Do No Harm

Stories of Life, Death, and Brain Surgery

Henry Marsh

 2014, 2016

reviewed by Mira de Vries

What is it like to be a senior neurosurgeon?

Marsh allows us a peek into his soul, not through a microscope or MRI scan but through these fascinating memoirs. His description of bodily details which most of us would find gory makes them sound like exquisite art exhibits or magnificent scenes in nature. More harshly but no less poetically he describes his own emotions, particularly when matters go wrong. Throughout he alludes to but never quite puts his finger on the elusive bridge between cerebrum and psyche.

Usually before writing a review I refrain from reading others' reviews lest I be prejudiced by them. But as hundreds of fine reviews of this bestseller are already available on the Internet, I choose here to only highlight aspects of this book that seem to have escaped the attention of other reviewers.
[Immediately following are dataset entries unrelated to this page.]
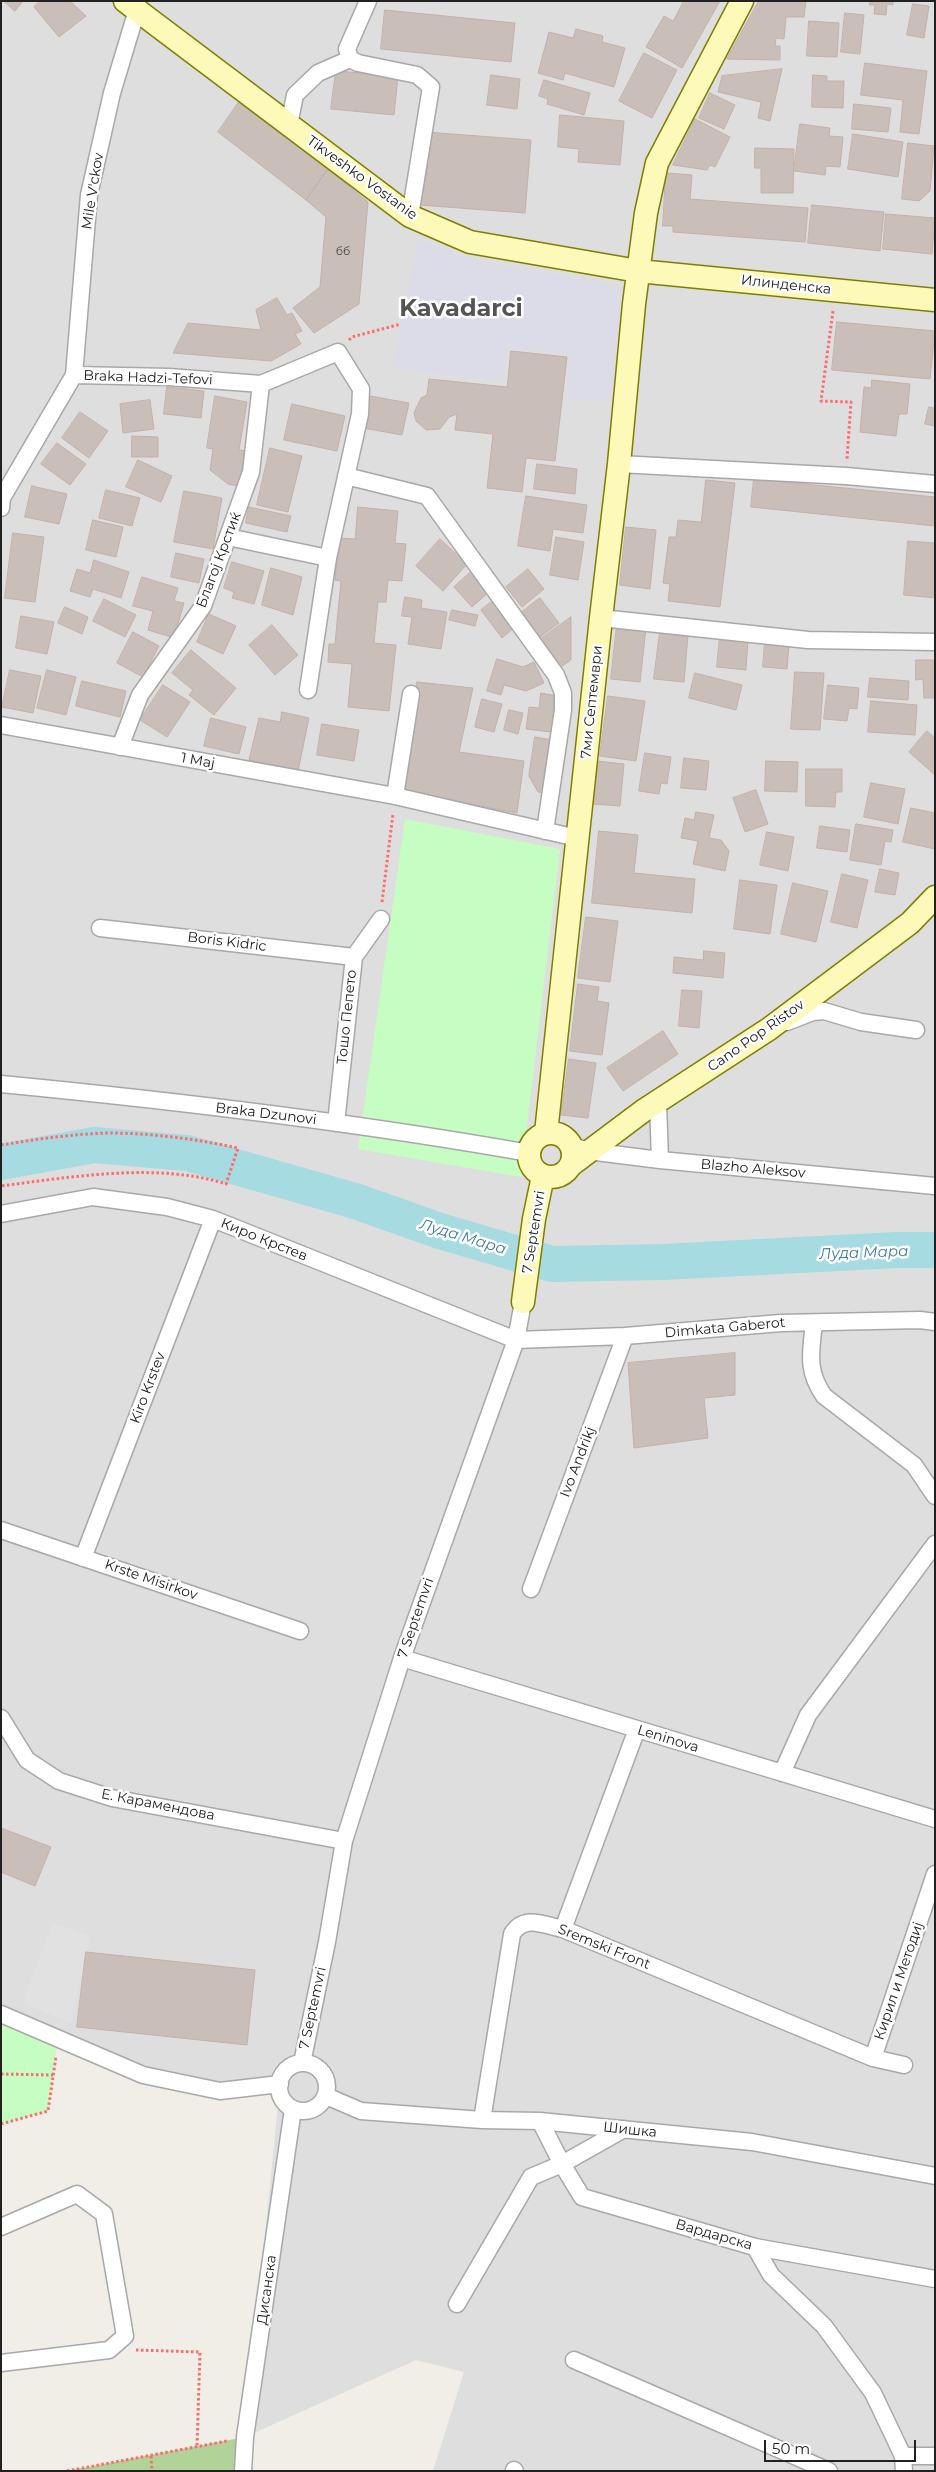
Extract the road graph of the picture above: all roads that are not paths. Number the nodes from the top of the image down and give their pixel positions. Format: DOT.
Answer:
graph roads {
  1 [pos="368,1"];
  2 [pos="742,1"];
  3 [pos="131,6"];
  4 [pos="350,59"];
  5 [pos="289,126"];
  6 [pos="410,216"];
  7 [pos="638,272"];
  8 [pos="935,300"];
  9 [pos="74,375"];
  10 [pos="260,384"];
  11 [pos="619,464"];
  12 [pos="346,476"];
  13 [pos="935,484"];
  14 [pos="2,501"];
  15 [pos="228,537"];
  16 [pos="328,558"];
  17 [pos="601,618"];
  18 [pos="935,642"];
  19 [pos="308,690"];
  20 [pos="411,694"];
  21 [pos="1,725"];
  22 [pos="120,747"];
  23 [pos="395,796"];
  24 [pos="545,831"];
  25 [pos="577,838"];
  26 [pos="935,897"];
  27 [pos="380,918"];
  28 [pos="100,928"];
  29 [pos="354,957"];
  30 [pos="769,1029"];
  31 [pos="916,1030"];
  32 [pos="1,1084"];
  33 [pos="658,1102"];
  34 [pos="336,1123"];
  35 [pos="546,1133"];
  36 [pos="529,1154"];
  37 [pos="577,1154"];
  38 [pos="660,1160"];
  39 [pos="543,1176"];
  40 [pos="935,1186"];
  41 [pos="1,1214"];
  42 [pos="213,1219"];
  43 [pos="522,1302"];
  44 [pos="935,1322"];
  45 [pos="814,1323"];
  46 [pos="625,1336"];
  47 [pos="516,1340"];
  48 [pos="935,1496"];
  49 [pos="1,1530"];
  50 [pos="935,1544"];
  51 [pos="83,1558"];
  52 [pos="530,1589"];
  53 [pos="300,1631"];
  54 [pos="402,1658"];
  55 [pos="1,1718"];
  56 [pos="638,1729"];
  57 [pos="782,1773"];
  58 [pos="935,1819"];
  59 [pos="344,1841"];
  60 [pos="935,1874"];
  61 [pos="563,1928"];
  62 [pos="1,2014"];
  63 [pos="873,2058"];
  64 [pos="302,2064"];
  65 [pos="904,2066"];
  66 [pos="280,2084"];
  67 [pos="326,2096"];
  68 [pos="294,2109"];
  69 [pos="482,2120"];
  70 [pos="540,2121"];
  71 [pos="624,2129"];
  72 [pos="562,2164"];
  73 [pos="935,2176"];
  74 [pos="1,2227"];
  75 [pos="755,2247"];
  76 [pos="935,2279"];
  77 [pos="457,2304"];
  78 [pos="574,2360"];
  79 [pos="1,2363"];
  80 [pos="935,2456"];
  81 [pos="904,2464"];
  82 [pos="243,2471"];
  83 [pos="829,2471"];
  1 -- 4 [label="street"];
  2 -- 7 [label="street, 7ми Септември"];
  3 -- 5 [label="street, Tikveshko Vostanie"];
  3 -- 9 [label="street, Mile V'ckov"];
  4 -- 5 [label="street"];
  4 -- 6 [label="street"];
  5 -- 6 [label="street, Tikveshko Vostanie"];
  6 -- 7 [label="street, Tikveshko Vostanie"];
  7 -- 8 [label="street, Илинденска"];
  7 -- 11 [label="street, 7ми Септември"];
  9 -- 10 [label="street, Braka Hadzi-Tefovi"];
  9 -- 14 [label="street, Braka Hadzi-Tefovi"];
  10 -- 12 [label="street, Braka Hadzi-Tefovi"];
  10 -- 15 [label="street, Благој Крстиќ"];
  11 -- 13 [label="street"];
  11 -- 17 [label="street, 7ми Септември"];
  12 -- 16 [label="street"];
  12 -- 24 [label="street"];
  15 -- 16 [label="street"];
  15 -- 22 [label="street, Благој Крстиќ"];
  16 -- 19 [label="street"];
  17 -- 18 [label="street"];
  17 -- 25 [label="street, 7ми Септември"];
  20 -- 23 [label="street"];
  21 -- 22 [label="street, 1 Maj"];
  22 -- 23 [label="street, 1 Maj"];
  23 -- 24 [label="street, 1 Maj"];
  24 -- 25 [label="street, 1 Maj"];
  25 -- 35 [label="street, 7ми Септември"];
  26 -- 30 [label="street, Cano Pop Ristov"];
  27 -- 29 [label="street, Тошо Пепето"];
  28 -- 29 [label="street, Boris Kidric"];
  29 -- 34 [label="street, Тошо Пепето"];
  30 -- 31 [label="street"];
  30 -- 33 [label="street, Cano Pop Ristov"];
  32 -- 34 [label="street, Braka Dzunovi"];
  33 -- 37 [label="street, Cano Pop Ristov"];
  33 -- 38 [label="street"];
  34 -- 36 [label="street, Braka Dzunovi"];
  35 -- 36 [label="street"];
  35 -- 37 [label="street"];
  36 -- 39 [label="street"];
  37 -- 38 [label="street, Blazho Aleksov"];
  37 -- 39 [label="street"];
  38 -- 40 [label="street, Blazho Aleksov"];
  39 -- 43 [label="street, 7 Septemvri"];
  41 -- 42 [label="street, Киро Крстев"];
  42 -- 47 [label="street, Киро Крстев"];
  42 -- 51 [label="street, Kiro Krstev"];
  43 -- 47 [label="street, 7 Septemvri"];
  44 -- 45 [label="street, Dimkata Gaberot"];
  45 -- 46 [label="street, Dimkata Gaberot"];
  45 -- 48 [label="street"];
  46 -- 47 [label="street, Dimkata Gaberot"];
  46 -- 52 [label="street, Ivo Andrikj"];
  47 -- 54 [label="street, 7 Septemvri"];
  49 -- 51 [label="street, Krste Misirkov"];
  50 -- 57 [label="street"];
  51 -- 53 [label="street, Krste Misirkov"];
  54 -- 56 [label="street, Leninova"];
  54 -- 59 [label="street, 7 Septemvri"];
  55 -- 59 [label="street, Е. Карамендова"];
  56 -- 57 [label="street, Leninova"];
  56 -- 61 [label="street"];
  57 -- 58 [label="street, Leninova"];
  59 -- 64 [label="street, 7 Septemvri"];
  60 -- 63 [label="street, Кирил и Методиј"];
  61 -- 63 [label="street, Sremski Front"];
  61 -- 69 [label="street, Sremski Front"];
  62 -- 66 [label="street"];
  63 -- 65 [label="street, Кирил и Методиј"];
  64 -- 66 [label="street"];
  64 -- 67 [label="street"];
  66 -- 68 [label="street"];
  67 -- 68 [label="street"];
  67 -- 69 [label="street, Шишка"];
  68 -- 82 [label="street, Дисанска"];
  69 -- 70 [label="street, Шишка"];
  70 -- 71 [label="street, Шишка"];
  70 -- 72 [label="street, Вардарска"];
  71 -- 72 [label="street"];
  71 -- 73 [label="street, Шишка"];
  72 -- 75 [label="street, Вардарска"];
  72 -- 77 [label="street"];
  74 -- 79 [label="street"];
  75 -- 76 [label="street, Вардарска"];
  75 -- 81 [label="street"];
  78 -- 83 [label="street"];
  80 -- 81 [label="street"];
}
Of the twenty-five chapters, the titles of twenty are names of neurological pathology followed by a brief definition. Three refer to emotional states. One title has a definition in both neurology and psychology. That adds up to twenty-four.
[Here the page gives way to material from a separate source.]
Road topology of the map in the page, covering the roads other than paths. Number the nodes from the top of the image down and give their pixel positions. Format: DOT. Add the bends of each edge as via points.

Only one carries the title of ostensibly a medical treatment: Leucotomy, or as it is called in the US, lobotomy. In this chapter Marsh reminisces about his brief job as a nursing assistant on a long-term psycho-geriatric ward while still a student. Not only the title contrasts this chapter to the others but also his attitude. While elsewhere he describes his patients with the utmost of respect even when they have been reduced to a pathetic state of helplessness, here he describes them as “babbling, demented incontinent old men” (sic) and his respect is reserved for the nurses who work with them. And while in the other chapters he blames himself for causing such damage, here he in no way acknowledges that the mess these men are in is iatrogenic, whether or not caused by Marsh. He describes how the operation is done but fails to condemn it. Instead he writes, “Fortunately it was rendered obsolete by the development of phenothiazine drugs such as Largactile.” Fortunate for whom? The phenothiazines were the first neuroleptics, later falsely relabeled antipsychotics, which indeed render lobotomy obsolete as with these drugs psychiatrists can reduce their patients to “babbling, demented incontinent old men” and women without soiling their hands. Marsh admits to having committed such operations but is happy to have abandoned them. “The psychiatrists told me that the operation really did work,” he cites doubtfully, then prematurely aborts his skepticism by skipping to a description of a person with mysophobia who, before treatment, is not too babbling, demented or incontinent “to sign the consent form that allowed me to burn a few holes in his brain.” Rather than relating the tragic results as he does in other chapters, he has his train of thought interrupted by a nurse, never to return to the subject again. (Perhaps he never did do lobotomies himself but only inserted them into the book for what he perceives as their entertainment or educational value?)

That kind of cop-out is not typical of this publication. Marsh is otherwise not wary of withering criticism of himself nor of the medical establishment:
  • I thought the word 'technology' would mean interesting things like microscopes and operating instruments but it turned out, to my dismay, to mean drugs.
  • Many of the hospitals are involved in trials for the big drug companies and I was told that the same patient might be put into several different trials since the doctors get paid for every patient they enter. If that is true … the results are therefore meaningless.
  • [In patient files] the recent relevant results have rarely been filed, and if they have been filed, have been filed in such a way that it is usually very difficult to find them. I can learn … about my patient's birth history, and perhaps gynaecological, dermatological or cardiological conditions, but rarely find information such as when I had operated on the patient, or the analysis of the tumour I removed. I have learnt that it is usually much quicker to ask the patient instead.
  • I thought of the presentations I had heard over the years at international conferences by the great names of neurology and the breathtaking results they claimed … although rarely, if ever, with a word about any bad results they might have had along the way.
In addition, this book contains some great quotable passages which deserve to become aphorisms that make Marsh immortal. Here are a few examples:
  • We invest doctors with superhuman qualities ... If the operation succeeds, the surgeon is a hero, but if it fails, he is a villain.
  • Doctors [are] reluctant to criticize each other in public [except if they] hate each other.
  • They do the rounds of the hospital departments when they are appointed and then one never sees them again, unless one is in trouble... This is called management.
  • Doctors need to be held accountable, since power corrupts.
  • The real utility of the drug is to give dying patients hope.
Though Marsh's surgery sometimes stumbles, his stories are a smashing success.